We have previously observed correlations between placental glucose transfer and growth of fetuses of ethanol (EtOH)-fed and control rats. In the present study, whole mammalian embryos were used to define the interaction of glucose supply and the effects of EtOH on growth and differentiation. Rat embryos were cultured in 75% normal rat serum from day 9.5 to day 11.5 of gestation. EtOH produced dose-dependent reductions of embryo protein content (mean +/- SEM = 212 +/- 5, 171 +/- 11, 141 +/- 16, and 113 +/- 9 micrograms/embryo in the presence of 0, 25, 50, and 100 mM EtoH, respectively). Somite number was 25.7 +/- 0.3, 23.4 +/- 0.7, 21.8 +/- 0.7, and 21.1 +/- 0.4 under the same conditions. Exposure to ethanol during the first 24 hr in culture decreased embryo protein content to the same extent as exposure for the entire 48-hr culture period.

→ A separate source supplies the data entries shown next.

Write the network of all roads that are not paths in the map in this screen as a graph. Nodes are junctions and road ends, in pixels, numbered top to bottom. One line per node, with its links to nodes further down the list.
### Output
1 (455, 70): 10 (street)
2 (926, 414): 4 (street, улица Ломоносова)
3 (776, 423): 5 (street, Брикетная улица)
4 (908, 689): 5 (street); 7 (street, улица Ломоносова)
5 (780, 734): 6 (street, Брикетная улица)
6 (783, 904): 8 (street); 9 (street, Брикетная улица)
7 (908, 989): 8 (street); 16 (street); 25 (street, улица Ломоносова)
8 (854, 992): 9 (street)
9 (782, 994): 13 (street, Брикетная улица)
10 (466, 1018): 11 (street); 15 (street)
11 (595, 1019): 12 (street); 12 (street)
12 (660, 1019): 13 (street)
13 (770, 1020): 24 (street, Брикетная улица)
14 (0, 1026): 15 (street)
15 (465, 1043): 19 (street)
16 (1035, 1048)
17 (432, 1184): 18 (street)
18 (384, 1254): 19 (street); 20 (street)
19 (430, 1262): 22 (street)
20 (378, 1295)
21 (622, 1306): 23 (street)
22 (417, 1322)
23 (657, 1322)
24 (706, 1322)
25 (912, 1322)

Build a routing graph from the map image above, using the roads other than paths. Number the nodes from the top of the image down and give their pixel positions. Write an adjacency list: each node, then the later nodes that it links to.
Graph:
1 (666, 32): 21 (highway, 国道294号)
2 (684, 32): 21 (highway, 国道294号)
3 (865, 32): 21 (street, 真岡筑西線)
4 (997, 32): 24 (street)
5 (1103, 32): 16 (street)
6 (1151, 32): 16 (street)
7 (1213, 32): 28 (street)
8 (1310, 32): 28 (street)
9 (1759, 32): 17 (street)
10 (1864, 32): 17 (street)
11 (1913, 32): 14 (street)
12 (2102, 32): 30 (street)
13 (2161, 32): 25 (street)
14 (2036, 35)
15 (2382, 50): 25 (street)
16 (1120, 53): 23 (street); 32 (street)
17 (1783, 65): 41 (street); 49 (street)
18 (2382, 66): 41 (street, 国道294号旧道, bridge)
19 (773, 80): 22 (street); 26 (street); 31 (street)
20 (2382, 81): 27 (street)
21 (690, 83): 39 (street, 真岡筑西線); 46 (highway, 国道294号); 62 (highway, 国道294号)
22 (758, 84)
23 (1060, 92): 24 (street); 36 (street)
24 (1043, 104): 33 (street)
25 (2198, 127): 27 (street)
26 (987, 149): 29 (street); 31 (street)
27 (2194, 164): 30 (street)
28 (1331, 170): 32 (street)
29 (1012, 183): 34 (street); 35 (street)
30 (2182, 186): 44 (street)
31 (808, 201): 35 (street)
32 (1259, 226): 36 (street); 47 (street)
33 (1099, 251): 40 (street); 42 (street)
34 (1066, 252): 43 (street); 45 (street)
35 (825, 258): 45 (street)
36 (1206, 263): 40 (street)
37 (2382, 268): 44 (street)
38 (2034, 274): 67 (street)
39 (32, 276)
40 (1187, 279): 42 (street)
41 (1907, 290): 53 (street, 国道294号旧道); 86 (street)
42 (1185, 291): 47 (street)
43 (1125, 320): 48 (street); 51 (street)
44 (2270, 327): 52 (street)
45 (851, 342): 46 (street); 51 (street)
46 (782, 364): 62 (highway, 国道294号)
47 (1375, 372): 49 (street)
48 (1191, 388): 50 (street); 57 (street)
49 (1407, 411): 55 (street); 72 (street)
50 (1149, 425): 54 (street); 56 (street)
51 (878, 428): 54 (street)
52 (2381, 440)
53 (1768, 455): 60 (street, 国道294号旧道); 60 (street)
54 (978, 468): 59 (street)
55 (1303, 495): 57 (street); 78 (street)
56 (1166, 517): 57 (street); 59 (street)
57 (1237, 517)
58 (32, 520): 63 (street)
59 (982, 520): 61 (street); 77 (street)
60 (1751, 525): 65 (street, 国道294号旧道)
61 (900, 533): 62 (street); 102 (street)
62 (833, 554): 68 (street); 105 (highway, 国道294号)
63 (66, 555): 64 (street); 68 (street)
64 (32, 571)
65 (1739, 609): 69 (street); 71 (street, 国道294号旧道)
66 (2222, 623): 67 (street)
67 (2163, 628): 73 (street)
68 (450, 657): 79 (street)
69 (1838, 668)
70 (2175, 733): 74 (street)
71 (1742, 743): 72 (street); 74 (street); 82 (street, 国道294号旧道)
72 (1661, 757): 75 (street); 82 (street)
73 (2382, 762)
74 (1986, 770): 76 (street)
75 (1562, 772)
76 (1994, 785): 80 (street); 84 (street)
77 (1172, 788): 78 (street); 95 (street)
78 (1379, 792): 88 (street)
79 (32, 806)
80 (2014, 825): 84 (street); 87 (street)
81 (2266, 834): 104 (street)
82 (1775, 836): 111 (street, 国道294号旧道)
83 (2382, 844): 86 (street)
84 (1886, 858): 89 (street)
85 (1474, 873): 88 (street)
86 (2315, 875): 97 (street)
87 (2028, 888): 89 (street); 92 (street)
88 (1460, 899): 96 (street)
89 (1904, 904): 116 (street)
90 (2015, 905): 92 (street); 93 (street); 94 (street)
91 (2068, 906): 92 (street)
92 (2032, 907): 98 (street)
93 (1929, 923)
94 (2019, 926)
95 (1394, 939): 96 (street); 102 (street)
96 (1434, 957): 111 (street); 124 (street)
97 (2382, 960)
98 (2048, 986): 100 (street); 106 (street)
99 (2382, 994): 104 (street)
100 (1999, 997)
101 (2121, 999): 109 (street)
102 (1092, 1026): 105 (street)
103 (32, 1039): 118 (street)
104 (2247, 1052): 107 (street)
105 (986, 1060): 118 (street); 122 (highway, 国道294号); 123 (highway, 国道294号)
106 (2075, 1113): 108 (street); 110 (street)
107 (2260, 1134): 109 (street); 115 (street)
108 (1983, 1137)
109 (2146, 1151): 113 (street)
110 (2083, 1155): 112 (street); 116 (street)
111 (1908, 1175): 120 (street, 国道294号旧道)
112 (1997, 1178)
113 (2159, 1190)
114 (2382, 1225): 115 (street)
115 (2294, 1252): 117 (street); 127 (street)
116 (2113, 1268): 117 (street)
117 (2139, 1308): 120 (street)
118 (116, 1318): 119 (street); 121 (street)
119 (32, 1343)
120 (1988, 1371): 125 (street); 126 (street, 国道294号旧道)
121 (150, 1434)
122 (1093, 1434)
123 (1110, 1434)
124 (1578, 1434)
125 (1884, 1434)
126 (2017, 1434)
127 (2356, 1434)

After 46 hr in culture, control and ethanol-exposed embryos were incubated with 14C-glucose for 2 hr. Ethanol produced dose-dependent reductions of CO2 production, anabolic utilization, lactate release, and total glucose utilization. Glucose supplementation (300 mg/dl) significantly increased embryo protein content and each of these glucose utilization parameters. When glucose utilization was expressed relative to embryo protein content, incorporation of the label into embryonic tissues was significantly reduced by ethanol and increased by glucose supplementation. Embryo protein content correlated closely (r = 0.871, p less than 0.0001) with anabolic glucose utilization. Thus, ethanol directly affects embryo glucose utilization, both as an energy source and as a synthetic substrate, in addition to its effects on placental glucose transfer.